The U.S. Food and Drug Administration has approved Merck & Co., Inc.'s (MRK) anti-PD-1 therapy, KEYTRUDA, for the treatment of patients with high-risk early-stage triple-negative breast cancer or TNBC in combination with chemotherapy as neoadjuvant treatment and then continued as a single agent as adjuvant treatment after surgery, Merck said in a statement.

TNBC is an aggressive type of breast cancer with an increased risk for disease recurrence.

The phase 3 KEYNOTE-522 trial result showed that KEYTRUDA in combination with chemotherapy (carboplatin and paclitaxel, followed by doxorubicin or epirubicin and cyclophosphamide) before surgery and continued as a single agent after surgery significantly prolonged event-free survival (EFS) versus the same neoadjuvant chemotherapy regimens alone in patients with previously untreated stage II or stage III TNBC - there was a 37% reduction in the risk of disease progression that precluded definitive surgery, a local/distant recurrence, a second primary cancer, or death from any cause.

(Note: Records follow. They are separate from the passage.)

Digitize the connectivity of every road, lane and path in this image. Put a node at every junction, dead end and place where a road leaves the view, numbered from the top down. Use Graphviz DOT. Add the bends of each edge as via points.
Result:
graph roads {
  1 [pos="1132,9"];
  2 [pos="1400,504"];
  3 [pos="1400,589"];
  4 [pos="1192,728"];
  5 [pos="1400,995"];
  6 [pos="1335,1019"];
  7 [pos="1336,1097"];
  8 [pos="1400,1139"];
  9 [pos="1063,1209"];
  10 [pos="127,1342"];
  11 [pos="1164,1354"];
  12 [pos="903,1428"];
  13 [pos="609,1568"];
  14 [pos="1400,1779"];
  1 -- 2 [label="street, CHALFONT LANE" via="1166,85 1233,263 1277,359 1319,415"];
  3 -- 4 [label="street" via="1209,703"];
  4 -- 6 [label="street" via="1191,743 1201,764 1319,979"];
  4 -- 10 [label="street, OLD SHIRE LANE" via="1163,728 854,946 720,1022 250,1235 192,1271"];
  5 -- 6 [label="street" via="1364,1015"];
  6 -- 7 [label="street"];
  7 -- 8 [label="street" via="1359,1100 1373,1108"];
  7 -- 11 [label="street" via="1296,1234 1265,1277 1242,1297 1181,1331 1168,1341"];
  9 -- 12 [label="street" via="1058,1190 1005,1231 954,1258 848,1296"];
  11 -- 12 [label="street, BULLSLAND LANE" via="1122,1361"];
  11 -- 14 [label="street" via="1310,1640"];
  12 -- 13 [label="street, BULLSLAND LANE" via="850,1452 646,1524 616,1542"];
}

KEYTRUDA is now approved in the U.S. for 30 indications.

According to the company, Immune-mediated adverse reactions, which may be severe or fatal, can occur in any organ system or tissue and can affect more than one body system simultaneously. Immune-mediated adverse reactions can occur at any time during or after treatment with KEYTRUDA, including pneumonitis, colitis, hepatitis, endocrinopathies, nephritis, dermatologic reactions, solid organ transplant rejection, and complications of allogeneic hematopoietic stem cell transplantation.

Based on the severity of the adverse reaction, KEYTRUDA should be withheld or permanently discontinued and corticosteroids administered if appropriate. KEYTRUDA can also cause severe or life-threatening infusion-related reactions. Based on its mechanism of action, KEYTRUDA can cause fetal harm when administered to a pregnant woman.